1. Getting Started
  2. Technical overview

How does Pipebird create pipelines?

Pipebird handles the flow of data by chaining together the following domain models:

  • Declaring where the pipeline inputs data from by specifying data Sources
  • Grabbing data from the source through Views
  • Applying custom transformation functions on those views through Configurations
  • Shipping the data to an end Destination such as S3
  • Queueing and managing an async Transfer job.

What data types can be shared?

We support the piping of data from a Postgres read replica directly into end customers’ data warehouses or S3 buckets. You can also pipe CSV files directly into S3 when triggered by an event.

Domain Models

We break up domain models into two categories: providers (party uploading sources, and views) and consumers (party specifying configuration templates and end data destinations).

Data originates from one of a Provider’s Sources, which can be any of: S3, Postgres, Redshift, MySQL, etc.

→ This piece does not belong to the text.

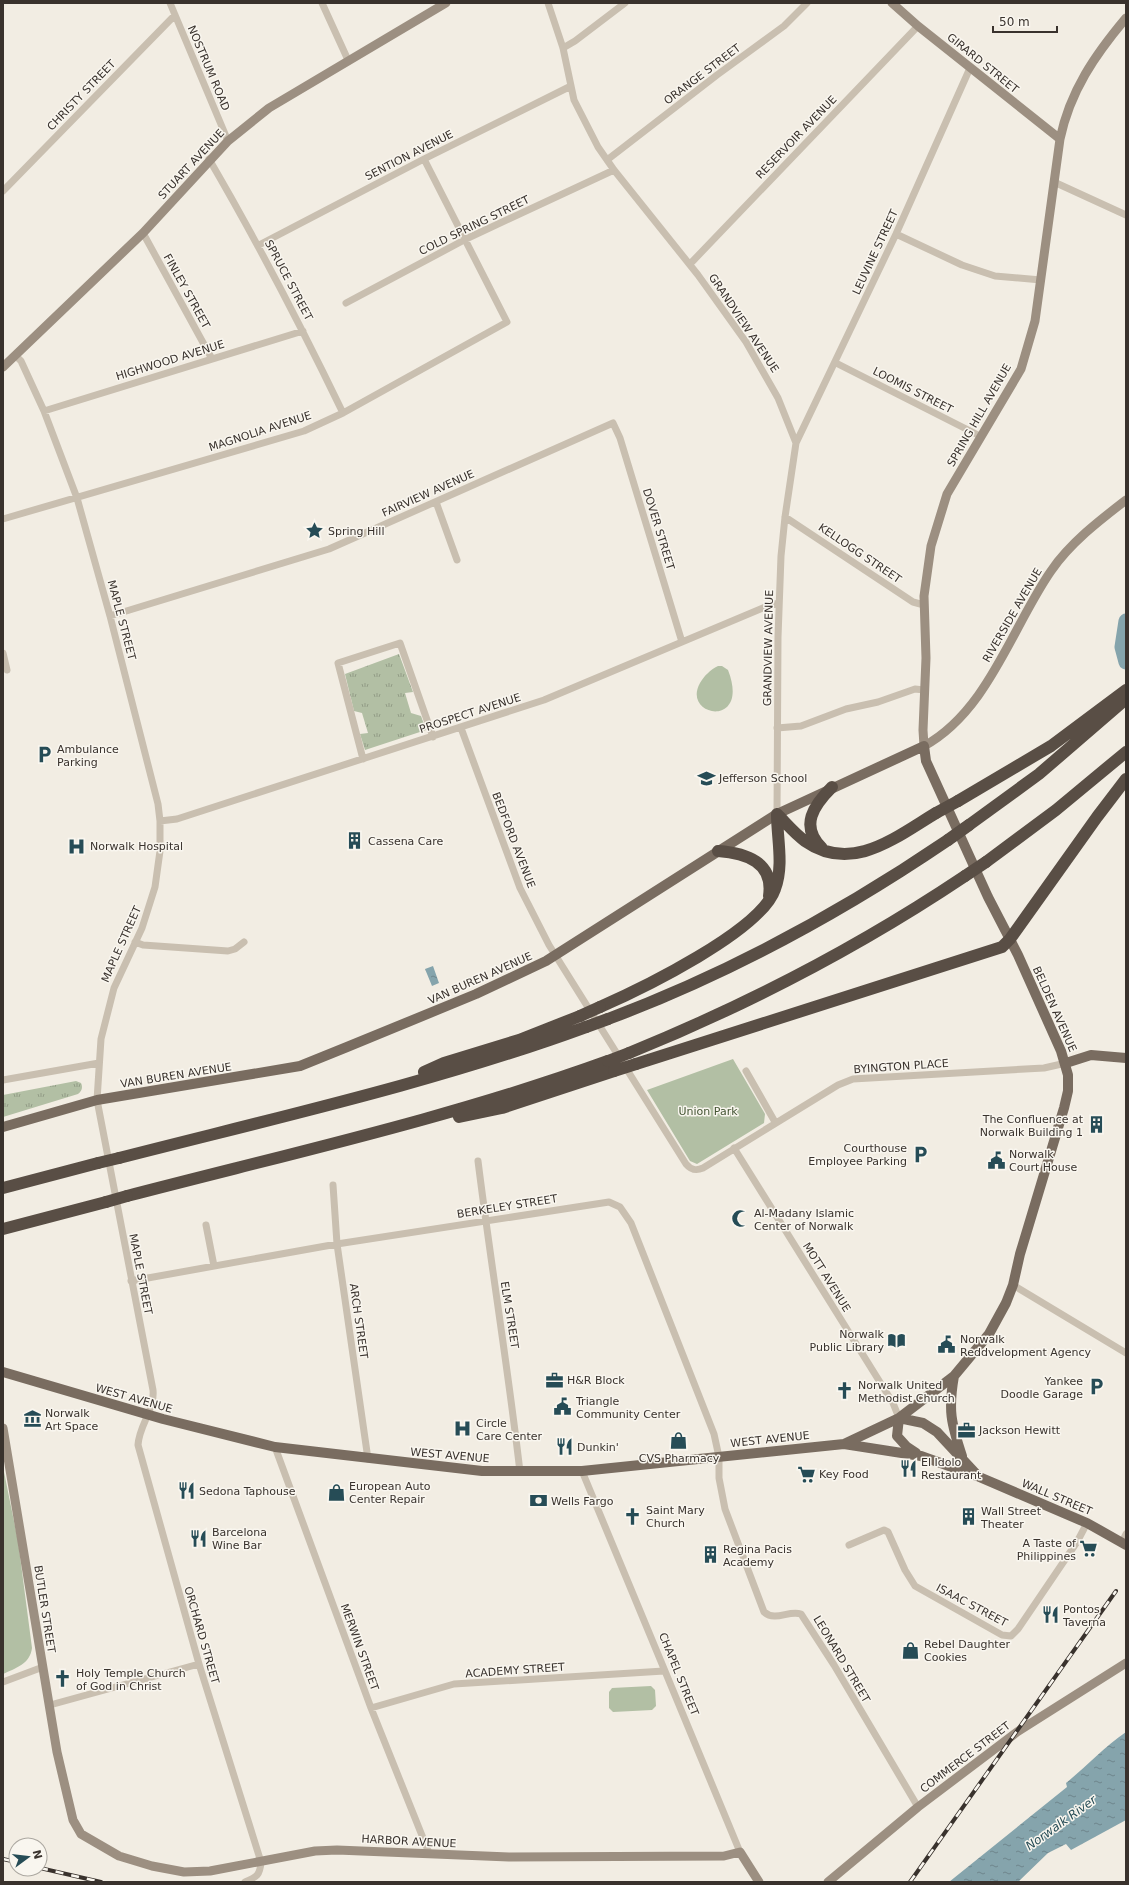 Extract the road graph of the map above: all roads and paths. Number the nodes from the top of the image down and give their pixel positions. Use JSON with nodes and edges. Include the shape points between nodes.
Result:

You can use Views to transform data extracted from these data sources. Views represent a table structure which consumers may then apply transformations on (read: materialized view).

Consumers may then define where they expect the output of the data to be delivered by configuring their own Destinations. For example, a consumer may want the provider (you) to pipe data directly into their warehouse, or to an S3 bucket provisioned through Pipebird via a pre-signed URL.

After consumers define where they expect data to go they may define some set of transformations to be applied on this data by uploading Configurations which define mutations on the source data. For example, a consumer may want the Date column updated_at to be casted into a DateTime object in the destination.

Once you’ve created a pipeline, you may initiate Transfers and track their progress. Pipebird will enqueue and manage transfer state internally, notifying you when any material state change occurs.